What you are asked to do: Which of the lines below contain the string "thumb"? Copy each one.

[Collection entries]
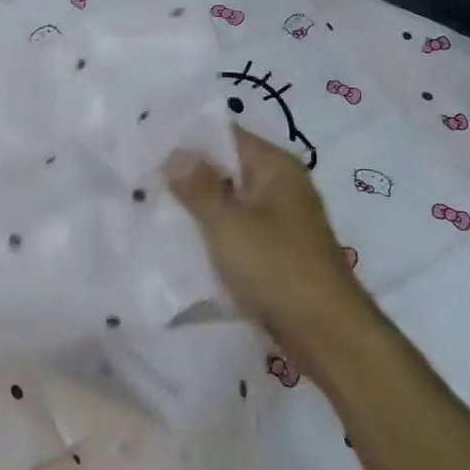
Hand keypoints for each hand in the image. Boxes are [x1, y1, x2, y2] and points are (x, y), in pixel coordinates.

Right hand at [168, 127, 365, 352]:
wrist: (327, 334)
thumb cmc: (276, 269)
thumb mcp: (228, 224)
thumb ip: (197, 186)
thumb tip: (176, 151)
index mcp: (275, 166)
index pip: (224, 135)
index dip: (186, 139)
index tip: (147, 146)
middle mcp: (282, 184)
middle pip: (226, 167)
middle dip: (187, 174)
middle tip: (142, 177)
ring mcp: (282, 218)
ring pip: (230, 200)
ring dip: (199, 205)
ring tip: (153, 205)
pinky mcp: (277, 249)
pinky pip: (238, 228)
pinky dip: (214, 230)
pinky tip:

Your solution:
thumb cmc: (276, 269)
thumb mcp: (228, 224)
thumb ip: (197, 186)
thumb tip: (176, 151)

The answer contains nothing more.